02

改札口の柵に突っ込むように抜けるとそこはプラットホームでした。
意外とたくさんの人たちがいる。
ホグワーツへ行くのはこの汽車らしい。
見送りのためだけに仕事を休んだ父さんと母さんは慣れたように進んでいく。
慌ててカートを押しながらついていく最中、やけに視線を感じた。
多分、日本人だからじゃないかな?と父さんはからからと笑って私からカートを取る。

「東洋人は多いわけではないからね。父さんたちのように同じ時期に日本人が2人いたのは珍しかったよ」

「へえ……」

「父さんは英語できなくてね、母さんによく翻訳魔法をかけてもらって、教えてもらってた」

カートの荷物を預け、父さんが苦笑すると母さんが肩を竦めた。
なるほど、だから早めに私に英語教えて、あれを翻訳魔法のかかったアクセサリーにしてくれたのか。

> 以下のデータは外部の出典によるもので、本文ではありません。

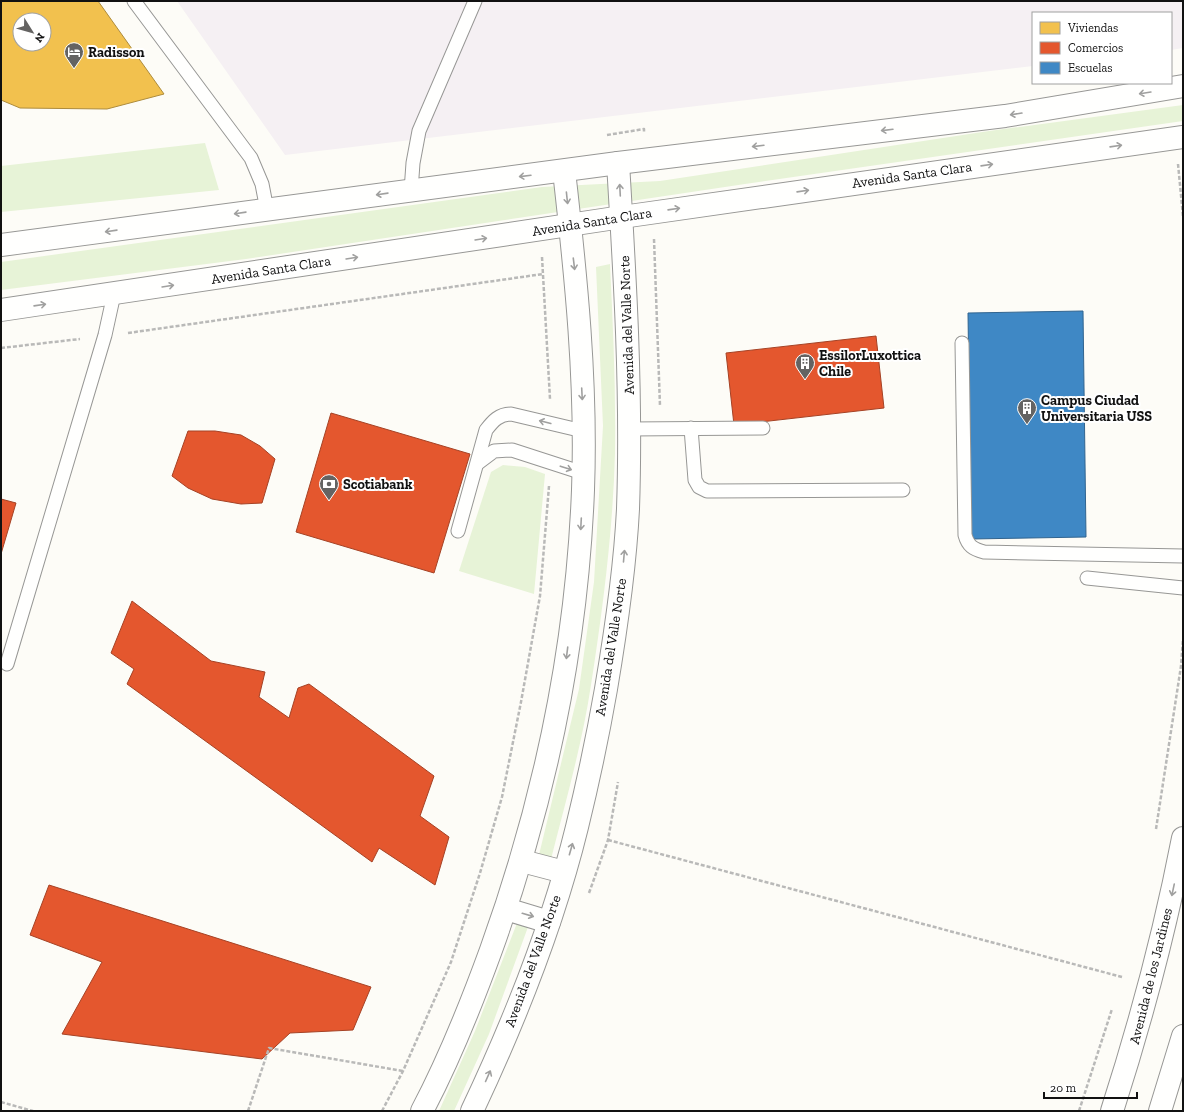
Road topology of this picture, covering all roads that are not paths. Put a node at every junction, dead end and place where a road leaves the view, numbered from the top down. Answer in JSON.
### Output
{"nodes":[{"id":1,"x":134,"y":1,"type":"edge"},
{"id":2,"x":475,"y":1,"type":"edge"},
{"id":3,"x":1183,"y":86,"type":"edge"},
{"id":4,"x":1180,"y":138,"type":"edge"},
{"id":5,"x":618,"y":163,"type":"junction"},
{"id":6,"x":564,"y":171,"type":"junction"},
{"id":7,"x":411,"y":191,"type":"junction"},
{"id":8,"x":268,"y":210,"type":"junction"},
{"id":9,"x":622,"y":217,"type":"junction"},
{"id":10,"x":570,"y":225,"type":"junction"},
{"id":11,"x":1,"y":245,"type":"edge"},
{"id":12,"x":114,"y":294,"type":"junction"},
{"id":13,"x":1,"y":310,"type":"edge"},
{"id":14,"x":962,"y":343,"type":"dead end"},
{"id":15,"x":692,"y":428,"type":"junction"},
{"id":16,"x":762,"y":428,"type":"dead end"},
{"id":17,"x":629,"y":429,"type":"junction"},
{"id":18,"x":583,"y":431,"type":"junction"},
{"id":19,"x":478,"y":463,"type":"junction"},
{"id":20,"x":583,"y":473,"type":"junction"},
{"id":21,"x":903,"y":490,"type":"dead end"},
{"id":22,"x":458,"y":531,"type":"dead end"},
{"id":23,"x":1183,"y":556,"type":"edge"},
{"id":24,"x":1087,"y":578,"type":"dead end"},
{"id":25,"x":1183,"y":588,"type":"edge"},
{"id":26,"x":7,"y":664,"type":"dead end"},
{"id":27,"x":1183,"y":838,"type":"edge"},
{"id":28,"x":522,"y":861,"type":"junction"},
{"id":29,"x":564,"y":872,"type":"junction"},
{"id":30,"x":506,"y":910,"type":"junction"},
{"id":31,"x":549,"y":922,"type":"junction"},
{"id":32,"x":1183,"y":1036,"type":"edge"},
{"id":33,"x":422,"y":1111,"type":"edge"},
{"id":34,"x":472,"y":1111,"type":"edge"},
{"id":35,"x":1112,"y":1111,"type":"edge"},
{"id":36,"x":1160,"y":1111,"type":"edge"}],
"edges":[{"from":1,"to":8,"type":"lane"},
{"from":2,"to":7,"type":"lane"},
{"from":3,"to":5,"type":"street","one_way":true},
{"from":9,"to":4,"type":"street","name":"Avenida Santa Clara","one_way":true},
{"from":5,"to":6,"type":"street"},
{"from":9,"to":5,"type":"street","name":"Avenida del Valle Norte","one_way":true},
{"from":6,"to":7,"type":"street","one_way":true},
{"from":6,"to":10,"type":"street","one_way":true},
{"from":7,"to":8,"type":"street","one_way":true},
{"from":8,"to":11,"type":"street","one_way":true},
{"from":9,"to":10,"type":"street","name":"Avenida Santa Clara"},
{"from":9,"to":17,"type":"street","name":"Avenida del Valle Norte"},
{"from":12,"to":10,"type":"street","name":"Avenida Santa Clara","one_way":true},
{"from":10,"to":18,"type":"street","one_way":true},
{"from":13,"to":12,"type":"street","name":"Avenida Santa Clara","one_way":true},
{"from":12,"to":26,"type":"lane"},
{"from":14,"to":23,"type":"lane"},
{"from":15,"to":16,"type":"lane"},
{"from":15,"to":17,"type":"lane"},
{"from":15,"to":21,"type":"lane"},
{"from":29,"to":17,"type":"street","name":"Avenida del Valle Norte","one_way":true},
{"from":18,"to":19,"type":"lane","one_way":true},
{"from":18,"to":20,"type":"street"},
{"from":19,"to":20,"type":"lane","one_way":true},
{"from":19,"to":22,"type":"lane"},
{"from":20,"to":28,"type":"street","one_way":true},
{"from":24,"to":25,"type":"lane"},
{"from":27,"to":35,"type":"street","name":"Avenida de los Jardines","one_way":true},
{"from":28,"to":29,"type":"street"},
{"from":28,"to":30,"type":"street"},
{"from":29,"to":31,"type":"street","name":"Avenida del Valle Norte"},
{"from":30,"to":31,"type":"street","one_way":true},
{"from":30,"to":33,"type":"street"},
{"from":34,"to":31,"type":"street","name":"Avenida del Valle Norte","one_way":true},
{"from":32,"to":36,"type":"street"}]}
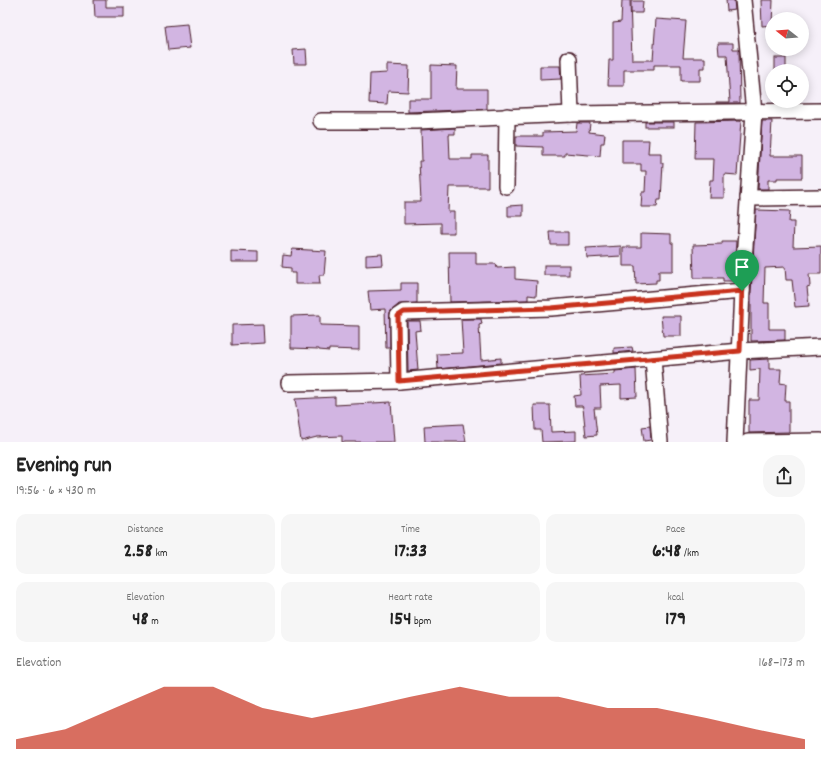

「さあ、早めに乗ってコンパートメントをとりなさい。何かあったらソラに手紙を持たせるといいよ。普通のシャーペンやレターセットもあるからそれでもいいし、ああ、名前のサッカーボールは学校に慣れた頃に送ろう。魔法界ならではのスポーツもあるからそれもおすすめするよ。……大丈夫、父さんと母さんの子なんだ。自信持って、頑張って」

「うん」

「悪戯されたりやなことされたら遠慮なくいつもみたいにやり返しなさい。外国なのと学ぶのが魔法についてなだけで日本の学校と変わらないのだからね。怪我させても校医さんならすぐ治せるし、いい?やり返す時は容赦しなくて、いいからね?……寂しくなるわ。アンタは聞き慣れないでしょうが、母さんも父さんも名前のこと愛してる。気をつけて、元気で」

「……うん」

母さん物騒だな、とか思ったけど父さんのように私を心配してのことだから、むしろいつも通りで少し気が楽になった。
最後に2人にぎゅっと抱きついて「いってきます」と口にする。
汽車の中で車内販売もあるだろうけど無駄遣いはしたくないからと、持たせてくれた鞄の中にお菓子やお昼のおにぎりが入っていた。
あと、長旅だから暇つぶしの小説とナンプレの本を。
後ろ髪を引かれる思いで汽車に乗り込み、近くの空いているコンパートメントに入る。
窓から顔を出して、手を伸ばして父さんと手を握った。
そして笛が鳴る。

「名前、いってらっしゃい!」

「体に気をつけるのよ!」

「うん!──いってきます!!」

段々と加速していく汽車。
駅が見えなくなるまで窓から顔を出して、手を振っていた。